From: rusin@vesuvius.math.niu.edu (Dave Rusin)
Subject: Re: structure of arbitrary abelian groups
Date: 30 Dec 1999 18:31:01 GMT
Newsgroups: sci.math
In article <19991230032003.13253.00002838@ng-fw1.aol.com>,
FinalFntsy wrote:
>Is it known if all abelian groups can be written (uniquely?) as a direct sum of
>nonreducible abelian groups from some well specified set (including but
>possibly not limited to Q, Z, Z_(p^k), p prime, the subset of Q consisting of
>rational numbers with denominators powers of some fixed prime p, which I'll
>call A_p, and A_p/Z)? Any proof almost definitely requires the Axiom of Choice
>(or, as it would probably be applied, Zorn's Lemma), so I allow that it be
>assumed. If this is not the case, could someone please provide a
>counterexample (I think I remember reading about some abelian group G such that
>G is isomorphic to G oplus G oplus G but not to G oplus G, and if so that would
>probably be a counterexample).
What's known is that "all Abelian groups" is much too murky a family of
objects to permit this kind of structural theorem.
If G is an abelian group then the collection of its elements of finite
order forms a subgroup, its torsion subgroup T ; G/T is then torsion-free,
But already the nicer result you would like to be true -- that G is
in fact the direct sum of T and a torsion-free subsgroup H of G -- is
false in general. An example of the failure would be the direct product
(Z/2Z) x (Z/4Z) x (Z/8Z) x ...
whose torsion subgroup is the direct _sum_ of the cyclic factors.
These 'mixed' groups (for which T does not split) make it frustratingly
difficult to provide good structure theorems.
The torsion subgroup is in turn a direct sum of its p-primary subgroups.
For these there is a reasonable structure theorem: one tallies up the
cardinalities of various pieces to get what are called the Ulm invariants
of the p-group. These completely characterize the group up to isomorphism
_if_ the group is countable and contains no copy of what you call
A_p/Z (the direct limit of the cyclic groups Z/(p^k Z).)
I don't really think there is a good characterization of torsion-free
abelian groups. Something as simple as the group of rational numbers
already shows 'torsion-free' is more general than 'free'.
You can find quite a bit of information in some classic books on the
subject by Kaplansky and by Fuchs. I don't know of a more recent text
offhand. Since there is no single nice structure theorem to render the
subject trivial, you'll find that people focus on Abelian Groups in
different ways:
(1) An Abelian group is just a module for the ring of integers; rather
than try to completely describe all modules for Z, it is more
fruitful to find the most interesting results valid for modules
over other rings (usually similar to Z in some way).
(2) The subject should study not just the Abelian groups but also the
maps (homomorphisms) between them; this is the Right Way according
to category theory.
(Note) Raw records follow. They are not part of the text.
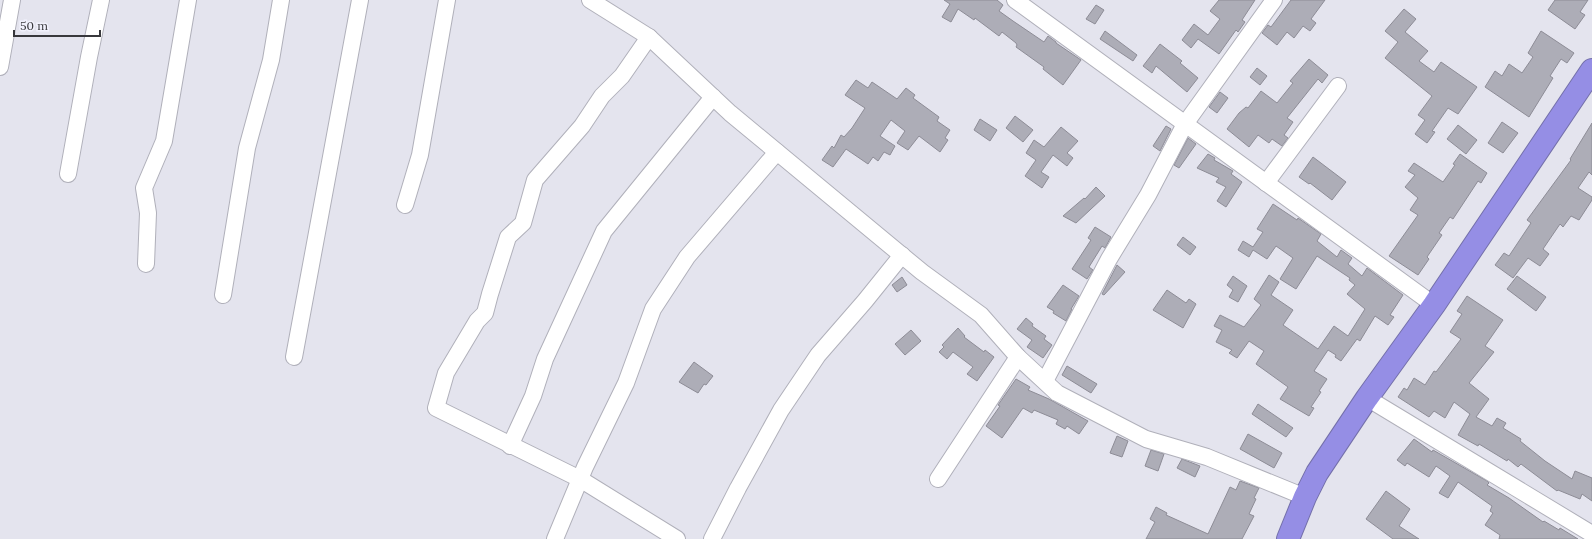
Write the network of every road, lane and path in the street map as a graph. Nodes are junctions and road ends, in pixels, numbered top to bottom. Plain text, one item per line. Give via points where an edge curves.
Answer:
1 (12, 0) edge
2 (102, 0) edge
3 (188, 0) edge
4 (281, 0) edge
5 (360, 0) edge
6 (447, 0) edge
7 (590, 0) edge
8 (1015, 0) edge
9 (1274, 0) edge
10 (649, 37) junction
11 (0, 67) edge
12 (1588, 85) edge
13 (1338, 86) dead end
14 (713, 97) junction
15 (1185, 124) junction
16 (777, 152) junction
17 (68, 174) dead end
18 (1266, 183) junction
19 (405, 205) dead end
20 (902, 255) junction
21 (146, 264) dead end
22 (223, 295) dead end
23 (1434, 305) junction
24 (294, 357) dead end
25 (1018, 357) junction
26 (1045, 381) junction
27 (1367, 398) junction
28 (510, 446) junction
29 (580, 479) junction
30 (938, 479) dead end
31 (1305, 497) junction
32 (1592, 534) edge
33 (555, 539) edge
34 (677, 539) edge
35 (712, 539) edge
36 (1288, 539) edge

1 - 11 street
2 - 17 street
3 - 21 street via 164,140 144,188 148,213
4 - 22 street via 271,60 247,148
5 - 24 street
6 - 19 street via 420,155
7 - 10 street
8 - 15 street
9 - 15 street
10 - 14 street
10 - 28 street via 622,76 602,96 582,126 535,180 523,223 508,237 485,313 477,321 446,373 436,408
12 - 23 highway
13 - 18 street
14 - 16 street
14 - 28 street via 604,231
15 - 18 street
15 - 26 street via 1148,195 1109,259
16 - 20 street
16 - 29 street via 687,257 654,309 626,383
18 - 23 street
20 - 25 street via 981,315
20 - 35 street via 818,355 781,410
23 - 27 highway
25 - 26 street
25 - 30 street
26 - 31 street via 1057,392 1146,439 1207,457
27 - 31 highway via 1317,473
27 - 32 street
28 - 29 street
29 - 33 street
29 - 34 street
31 - 36 highway

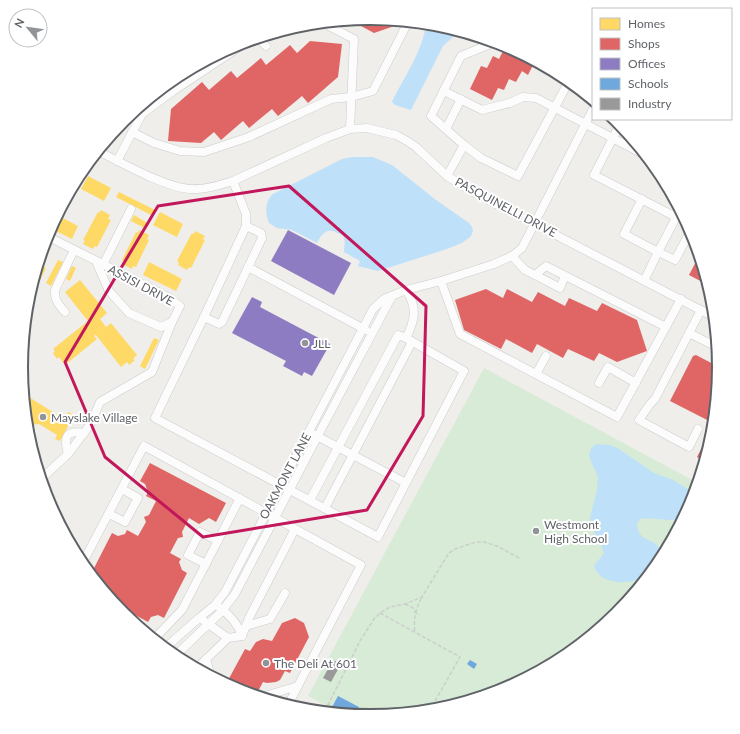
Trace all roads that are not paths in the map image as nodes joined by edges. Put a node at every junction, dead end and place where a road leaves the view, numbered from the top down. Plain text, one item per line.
1 (332, 27) edge
2 (405, 27) edge
3 (262, 42) edge
4 (266, 46) dead end
5 (487, 46) edge
6 (222, 59) edge
7 (566, 87) edge
8 (444, 91) junction
9 (351, 97) junction
10 (461, 99) junction
11 (555, 107) junction
12 (592, 111) edge
13 (586, 124) junction
14 (350, 129) junction
15 (446, 129) junction
16 (617, 130) edge
17 (132, 132) junction
18 (612, 138) junction
19 (464, 145) junction
20 (632, 148) edge
21 (103, 154) edge
22 (117, 161) junction
23 (447, 176) junction
24 (234, 181) junction
25 (642, 199) junction
26 (131, 209) dead end
27 (675, 213) edge
28 (677, 216) edge
29 (535, 223) junction
30 (246, 226) junction
31 (687, 238) edge
32 (53, 239) edge
33 (74, 250) junction
34 (658, 252) junction
35 (512, 256) junction
36 (99, 263) junction
37 (248, 267) junction
38 (535, 276) junction
39 (565, 276) junction
40 (644, 280) junction
41 (441, 281) junction
42 (406, 290) junction
43 (392, 296) junction
44 (681, 299) junction
45 (701, 310) junction
46 (65, 312) dead end
47 (707, 313) edge
48 (204, 317) junction
49 (172, 322) junction
50 (666, 327) junction
51 (362, 328) junction
52 (689, 333) junction
53 (372, 334) junction
54 (409, 340) junction
55 (711, 344) edge
56 (546, 356) dead end
57 (536, 374) junction
58 (599, 383) dead end
59 (636, 383) junction
60 (698, 429) dead end
61 (309, 432) junction
62 (317, 436) junction
63 (337, 447) junction
64 (352, 455) junction
65 (45, 475) edge
66 (406, 483) junction
67 (281, 484) junction
68 (122, 489) junction
69 (290, 489) junction
70 (240, 498) junction
71 (310, 500) junction
72 (325, 508) junction
73 (265, 512) junction
74 (109, 514) junction
75 (275, 518) junction
76 (295, 529) junction
77 (218, 541) junction
78 (86, 557) edge
79 (206, 564) junction
80 (285, 593) dead end
81 (215, 605) junction
82 (223, 610) junction
83 (198, 618) junction
84 (208, 624) junction
85 (246, 626) junction
86 (158, 635) edge
87 (242, 636) junction
88 (228, 638) junction
89 (170, 644) edge
90 (180, 651) edge
91 (206, 659) junction
92 (201, 664) edge
93 (209, 668) edge
94 (298, 686) junction
95 (271, 694) edge
96 (291, 699) edge

1 - 9 street
2 - 9 street
3 - 4 street
5 - 8 street
6 - 17 street
7 - 11 street
8 - 10 street
8 - 15 street
9 - 14 street
9 - 17 street
10 - 11 street
10 - 15 street
11 - 13 street
11 - 19 street
12 - 13 street, OAKMONT LANE
13 - 18 street
13 - 29 street, OAKMONT LANE
14 - 23 street, PASQUINELLI DRIVE
14 - 24 street, PASQUINELLI DRIVE
15 - 19 street
16 - 18 street
17 - 22 street
18 - 20 street
18 - 25 street
19 - 23 street
21 - 22 street, PASQUINELLI DRIVE
22 - 24 street, PASQUINELLI DRIVE
23 - 29 street, PASQUINELLI DRIVE
24 - 30 street
25 - 27 street
25 - 34 street
26 - 36 street
28 - 34 street
29 - 35 street, OAKMONT LANE
29 - 40 street, PASQUINELLI DRIVE
30 - 37 street
30 - 48 street
31 - 34 street
32 - 33 street, ASSISI DRIVE
33 - 36 street, ASSISI DRIVE
33 - 46 street
34 - 40 street
35 - 38 street
35 - 41 street, OAKMONT LANE
36 - 49 street, ASSISI DRIVE
36 - 49 street, ASSISI DRIVE
37 - 48 street
37 - 51 street
38 - 39 street
38 - 39 street
39 - 50 street
40 - 44 street, PASQUINELLI DRIVE
41 - 42 street, OAKMONT LANE
41 - 57 street
42 - 43 street, OAKMONT LANE
42 - 54 street
43 - 51 street, OAKMONT LANE
43 - 53 street, OAKMONT LANE
44 - 45 street, PASQUINELLI DRIVE
44 - 50 street
45 - 47 street, PASQUINELLI DRIVE
45 - 52 street
48 - 67 street
49 - 65 street
50 - 59 street
51 - 53 street
51 - 61 street, OAKMONT LANE
52 - 55 street
52 - 60 street
53 - 62 street, OAKMONT LANE
54 - 63 street
54 - 64 street
54 - 66 street
56 - 57 street
57 - 59 street
58 - 59 street
61 - 62 street
61 - 67 street, OAKMONT LANE
62 - 63 street
62 - 69 street, OAKMONT LANE
63 - 64 street
63 - 71 street
64 - 66 street
64 - 72 street
66 - 72 street
67 - 69 street
67 - 73 street, OAKMONT LANE
68 - 70 street
68 - 74 street
68 - 74 street
69 - 71 street
69 - 75 street, OAKMONT LANE
70 - 73 street
70 - 77 street
71 - 72 street
73 - 75 street
73 - 81 street, OAKMONT LANE
74 - 78 street
75 - 76 street
75 - 82 street, OAKMONT LANE
76 - 85 street
76 - 94 street
77 - 79 street
77 - 79 street
79 - 86 street
80 - 85 street
81 - 82 street
81 - 83 street, OAKMONT LANE
82 - 84 street, OAKMONT LANE
82 - 87 street
83 - 84 street
83 - 89 street, OAKMONT LANE
84 - 88 street
84 - 90 street, OAKMONT LANE
85 - 87 street
87 - 88 street
88 - 91 street
91 - 92 street
91 - 93 street
94 - 95 street
94 - 96 street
This leads to the study of many extremely useful
functors (Hom, Tor, Ext, ...) and opens up the field of Homological
Algebra.
(3) If the additive group of Q is interesting, why not look at the
groups of other fields (of characteristic zero)? Well, they're all vector
spaces over Q, and vector spaces are "trivial" (up to the axiom of
choice so we can select a basis). But then again, no.[*] Indeed, the
whole of Functional Analysis is the study of infinite-dimensional
vector spaces, right? What makes Functional Analysis interesting is
the presence of a metric, or topology, or order on the large spaces
so as to give some structure to them. Likewise it is fruitful to
study topological groups, or Abelian groups with some metric or
order or other relation on them.
(4) We have seen that torsion subgroups, at least, admit some characterization.
It is similarly true that one can make some headway characterizing
Abelian groups with some other limiting condition, such as divisible
groups, groups of bounded height, matrix groups, etc.
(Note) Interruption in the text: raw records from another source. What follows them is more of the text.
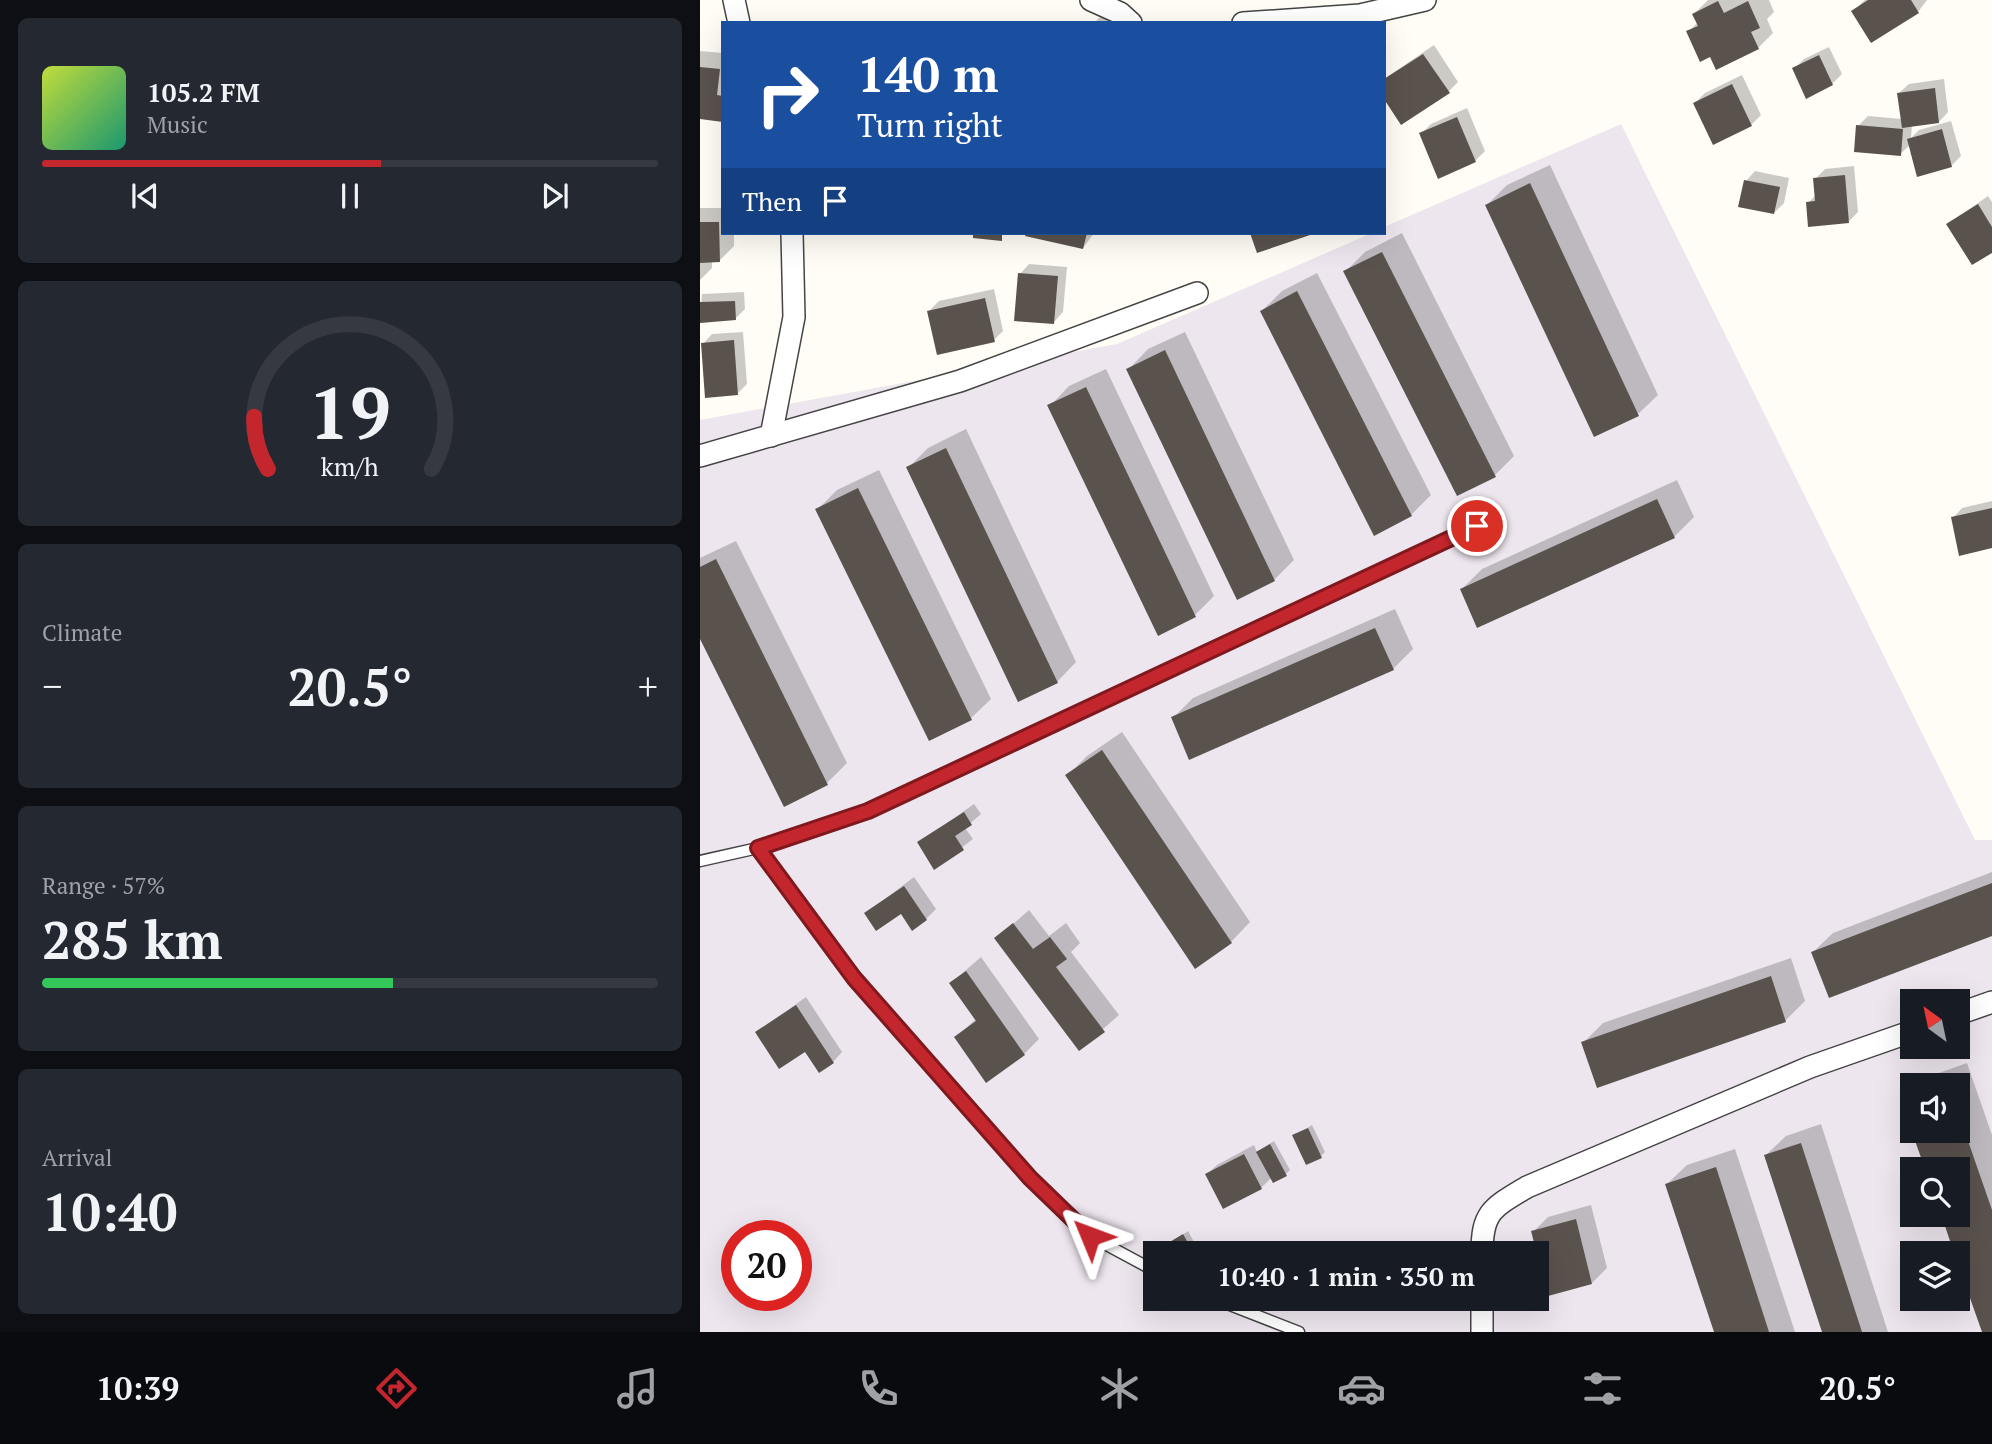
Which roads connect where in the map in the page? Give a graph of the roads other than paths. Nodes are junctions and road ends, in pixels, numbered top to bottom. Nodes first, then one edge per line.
1 (734, 0) edge
2 (1091, 0) edge
3 (1424, 0) edge
4 (739, 21) edge
5 (1130, 21) edge
6 (1272, 21) edge
7 (792, 235) edge
8 (1197, 293) dead end
9 (771, 436) junction
10 (700, 456) edge
11 (1477, 526) dead end
12 (758, 848) junction
13 (700, 861) edge
14 (1992, 1002) edge
15 (1970, 1010) edge
16 (1900, 1036) edge
17 (1482, 1241) edge
18 (1143, 1265) edge
19 (1245, 1311) edge
20 (1482, 1311) edge
21 (1299, 1332) edge
22 (1482, 1332) edge

1 - 4 street
2 - 5 street
3 - 6 street
7 - 9 street
8 - 9 street
9 - 10 street
11 - 12 lane
12 - 13 lane
12 - 18 lane
14 - 15 street
16 - 17 street
19 - 21 lane
20 - 22 street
Of course there's more to do in a field than simply find a structure
theorem for the objects. There are interesting questions about
automorphism groups, representations, subgroup lattices, and so on.
dave
[*] If I was a sculptor, but then again no
Or a man who makes potions in a traveling show...
==============================================================================
From: Allan Adler
Subject: Re: structure of arbitrary abelian groups
Date: 30 Dec 1999 15:13:24 -0500
Newsgroups: sci.math
My recollection could be faulty on this, but I vaguely recall that
one of the striking parts of Shelah's proof of the independence of the
Whitehead conjecture involves exhibiting an explicit exact sequence
0 -> Z -> A -> G -> 0 of abelian groups, where Z is the additive group
of integers, such that it is independent of ZFC whether the sequence
splits or not. I would expect that a result like this deals a death
blow to any useful useful structure theory for arbitrary abelian groups.